A terapia deve ser iniciada assim que os sintomas são manifestados. “E embora a literatura diga que ela deve ser feita por 10 anos, é preciso entender que depois desse tempo o ovário não volta a funcionar e estará presente a carência. Então, como a via periférica devolve apenas o que o corpo deixou de produzir, e não há contraindicação ao longo do tempo, não tem por que interrompê-la, ela pode ser feita pelo tempo que for necessário. Agora, a terapia tradicional deve ser limitada”, explica Walter Pace.

Porém, ele pondera a existência de algumas contraindicações, principalmente quando o método de reposição hormonal adotado é o oral. “Quando usamos a boca e há a passagem pelo fígado, podemos alterar o fator de coa- gulação. E isso pode levar a determinados acidentes vasculares. Então, utilizando a via oral, com a passagem pelo fígado, todo e qualquer passado de doenças tromboembólicas e de acidentes vasculares deve ser contraindicado por essa via.”
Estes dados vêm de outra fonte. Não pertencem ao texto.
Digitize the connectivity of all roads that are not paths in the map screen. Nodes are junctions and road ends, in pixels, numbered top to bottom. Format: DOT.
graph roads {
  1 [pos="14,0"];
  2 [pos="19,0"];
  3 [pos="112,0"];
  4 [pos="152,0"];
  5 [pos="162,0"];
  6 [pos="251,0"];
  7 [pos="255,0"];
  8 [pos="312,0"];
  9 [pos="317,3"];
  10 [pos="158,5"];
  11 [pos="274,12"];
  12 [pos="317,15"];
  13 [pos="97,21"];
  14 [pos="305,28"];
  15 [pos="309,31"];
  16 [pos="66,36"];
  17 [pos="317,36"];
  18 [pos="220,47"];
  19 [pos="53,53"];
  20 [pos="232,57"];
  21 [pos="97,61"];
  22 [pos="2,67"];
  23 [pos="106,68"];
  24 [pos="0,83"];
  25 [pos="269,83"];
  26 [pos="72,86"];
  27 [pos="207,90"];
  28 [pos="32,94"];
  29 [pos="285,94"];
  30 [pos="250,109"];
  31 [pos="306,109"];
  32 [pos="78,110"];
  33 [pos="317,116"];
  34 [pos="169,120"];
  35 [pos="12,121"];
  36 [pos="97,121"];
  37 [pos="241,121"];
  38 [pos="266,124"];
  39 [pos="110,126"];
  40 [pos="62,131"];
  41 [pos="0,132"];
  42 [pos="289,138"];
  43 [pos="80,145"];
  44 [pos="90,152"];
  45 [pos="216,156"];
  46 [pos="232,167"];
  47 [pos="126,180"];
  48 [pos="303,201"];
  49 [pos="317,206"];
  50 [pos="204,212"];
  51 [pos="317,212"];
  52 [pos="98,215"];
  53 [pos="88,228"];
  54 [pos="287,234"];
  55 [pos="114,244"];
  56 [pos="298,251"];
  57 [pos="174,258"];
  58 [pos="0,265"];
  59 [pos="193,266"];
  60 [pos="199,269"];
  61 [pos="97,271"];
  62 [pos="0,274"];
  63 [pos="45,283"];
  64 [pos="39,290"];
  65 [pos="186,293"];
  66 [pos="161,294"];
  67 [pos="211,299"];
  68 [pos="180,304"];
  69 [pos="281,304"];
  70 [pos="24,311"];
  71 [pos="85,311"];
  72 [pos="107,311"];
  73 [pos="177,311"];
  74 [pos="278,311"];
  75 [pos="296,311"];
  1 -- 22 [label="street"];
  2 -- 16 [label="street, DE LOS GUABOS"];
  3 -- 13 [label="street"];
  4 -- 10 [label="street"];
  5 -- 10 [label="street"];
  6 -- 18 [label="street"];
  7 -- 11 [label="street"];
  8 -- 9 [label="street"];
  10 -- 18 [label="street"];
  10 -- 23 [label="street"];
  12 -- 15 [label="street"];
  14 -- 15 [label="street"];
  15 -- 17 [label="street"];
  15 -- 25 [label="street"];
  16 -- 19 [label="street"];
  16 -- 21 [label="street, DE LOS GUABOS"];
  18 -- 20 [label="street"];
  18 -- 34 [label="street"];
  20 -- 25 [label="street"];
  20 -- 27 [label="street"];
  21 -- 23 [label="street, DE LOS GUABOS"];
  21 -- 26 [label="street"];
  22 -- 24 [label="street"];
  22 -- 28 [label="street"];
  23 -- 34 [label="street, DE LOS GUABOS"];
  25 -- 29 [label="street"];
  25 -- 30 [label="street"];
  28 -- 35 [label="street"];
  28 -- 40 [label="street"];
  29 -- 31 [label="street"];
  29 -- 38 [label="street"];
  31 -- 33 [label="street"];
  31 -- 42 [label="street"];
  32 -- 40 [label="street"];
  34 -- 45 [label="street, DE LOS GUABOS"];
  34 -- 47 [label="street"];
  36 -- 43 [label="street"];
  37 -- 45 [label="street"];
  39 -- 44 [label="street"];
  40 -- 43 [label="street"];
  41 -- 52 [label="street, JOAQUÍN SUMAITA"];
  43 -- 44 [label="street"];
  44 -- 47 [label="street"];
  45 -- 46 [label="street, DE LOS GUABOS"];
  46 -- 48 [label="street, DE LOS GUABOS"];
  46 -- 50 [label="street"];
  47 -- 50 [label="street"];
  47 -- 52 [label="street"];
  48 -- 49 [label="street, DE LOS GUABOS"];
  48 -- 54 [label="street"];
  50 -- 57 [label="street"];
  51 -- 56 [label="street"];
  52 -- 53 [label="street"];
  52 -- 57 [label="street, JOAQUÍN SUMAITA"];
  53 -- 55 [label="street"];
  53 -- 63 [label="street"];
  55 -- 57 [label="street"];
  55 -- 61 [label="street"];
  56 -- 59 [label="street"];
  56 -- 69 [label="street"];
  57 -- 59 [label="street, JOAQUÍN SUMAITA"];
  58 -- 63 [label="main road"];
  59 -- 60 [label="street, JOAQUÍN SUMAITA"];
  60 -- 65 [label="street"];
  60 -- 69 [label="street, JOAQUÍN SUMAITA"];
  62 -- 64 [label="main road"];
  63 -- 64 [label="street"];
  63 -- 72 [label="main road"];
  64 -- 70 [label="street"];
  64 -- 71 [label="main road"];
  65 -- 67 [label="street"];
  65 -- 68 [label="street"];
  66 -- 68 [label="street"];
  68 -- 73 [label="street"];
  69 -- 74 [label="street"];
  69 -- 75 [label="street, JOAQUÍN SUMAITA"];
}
“Quando temos o emprego da progesterona nessa reposição, temos que tomar muito cuidado com os fatores de risco para câncer de mama e todas e quaisquer doenças que envolvam a passagem desse hormônio pelo fígado. Quando utilizamos a via periférica, em que não há passagem pelo fígado, a maioria das contraindicações são bem menores. Acredito que a principal contraindicação quando utilizamos hormônios idênticos, empregando a via periférica, que é por transplante, gel ou via transdérmica, fica limitada à história de câncer anterior naquela pessoa.”




Palavra de especialista

Clécio Lucena - mastologista, cirurgião das mamas e professor do Departamento de Ginecologia e Obstetrícia da Faculdade de Medicina da UFMG

Indicação requer cautela

“A reposição hormonal é uma terapia destinada a minimizar os efeitos da redução hormonal causada pelo processo do climatério e da menopausa. Seu uso pode aliviar os sintomas desses processos naturais. No entanto, há efeitos indesejados importantes, especialmente para as mulheres que já passaram pelo tratamento do câncer de mama. Uma das contraindicações formais da TH é naquelas pacientes que já passaram pelo tratamento desse tipo de câncer. Além disso, o uso prolongado dessas medicações implica aumento do risco do câncer de mama e devem ser sempre considerados riscos e benefícios no contexto do risco individual de cada paciente. Por isso, a indicação desse tipo de terapia deve ser feita com muita cautela e sempre por um profissional capacitado. Importante destacar que para iniciar essa terapia é preciso analisar sempre as suas reais indicações, bem como fazer uma boa investigação da história pessoal e a realização de exames específicos para descartar doenças coexistentes e termos segurança na melhor prescrição de cada mulher. Mulheres com casos de câncer de mama na família, em especial nos parentes de primeiro grau e em idade jovem, com perfil para serem portadoras de predisposição hereditária, necessitam de um julgamento mais criterioso antes de iniciarmos a terapia hormonal com segurança.”